## Task requirements
Write out every line below again exactly as it stands, skipping each image.

Top of Supplied records

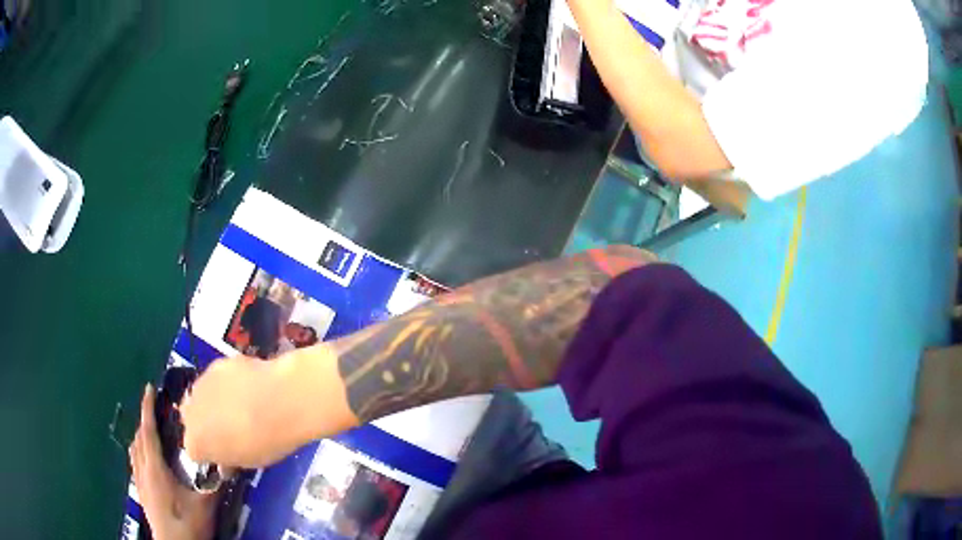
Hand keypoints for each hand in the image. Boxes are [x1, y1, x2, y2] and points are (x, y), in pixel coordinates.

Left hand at [129, 385, 215, 539]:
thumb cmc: (188, 524)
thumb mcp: (205, 505)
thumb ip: (214, 483)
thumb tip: (229, 464)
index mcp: (155, 468)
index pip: (147, 430)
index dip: (147, 408)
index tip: (149, 388)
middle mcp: (142, 470)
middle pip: (138, 437)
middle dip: (144, 420)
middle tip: (155, 411)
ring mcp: (139, 482)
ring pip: (134, 450)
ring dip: (140, 436)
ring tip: (150, 431)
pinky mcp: (140, 493)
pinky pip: (134, 463)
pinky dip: (138, 452)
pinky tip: (147, 460)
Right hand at [180, 351, 355, 467]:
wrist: (282, 400)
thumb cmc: (266, 441)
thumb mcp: (249, 461)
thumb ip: (230, 459)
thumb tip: (226, 462)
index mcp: (196, 444)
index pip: (194, 451)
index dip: (210, 452)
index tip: (225, 452)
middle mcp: (190, 413)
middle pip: (192, 420)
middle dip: (205, 424)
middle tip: (229, 428)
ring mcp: (200, 385)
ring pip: (201, 396)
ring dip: (213, 402)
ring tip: (240, 405)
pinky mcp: (215, 364)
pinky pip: (216, 378)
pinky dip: (226, 383)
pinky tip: (248, 386)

Bottom of Supplied records

## Exercise output
Hand keypoints for each hand in the image. Boxes are [x1, y1, x2, y2] and points are (x, y), in pixel coordinates.

Left hand at [129, 385, 215, 539]:
thumb cmc: (188, 524)
thumb mcp: (205, 505)
thumb ip: (214, 483)
thumb tip: (229, 464)
index mcp: (155, 468)
index pip: (147, 430)
index dip: (147, 408)
index tip: (149, 388)
middle mcp: (142, 470)
middle pip: (138, 437)
middle dip: (144, 420)
middle tip: (155, 411)
ring mcp: (139, 482)
ring pip: (134, 450)
ring dip: (140, 436)
ring tip: (150, 431)
pinky mcp: (140, 493)
pinky pip: (134, 463)
pinky dip: (138, 452)
pinky tip: (147, 460)
Right hand at [180, 351, 355, 467]:
wrist: (282, 400)
thumb cmc: (266, 441)
thumb mcp: (249, 461)
thumb ip: (230, 459)
thumb tip: (226, 462)
index mcp: (196, 444)
index pip: (194, 451)
index dip: (210, 452)
index tip: (225, 452)
middle mcp: (190, 413)
middle pip: (192, 420)
middle dip: (205, 424)
middle tip: (229, 428)
ring mcp: (200, 385)
ring pip: (201, 396)
ring dip: (213, 402)
ring tip: (240, 405)
pinky mcp: (215, 364)
pinky pip: (216, 378)
pinky dip: (226, 383)
pinky tip: (248, 386)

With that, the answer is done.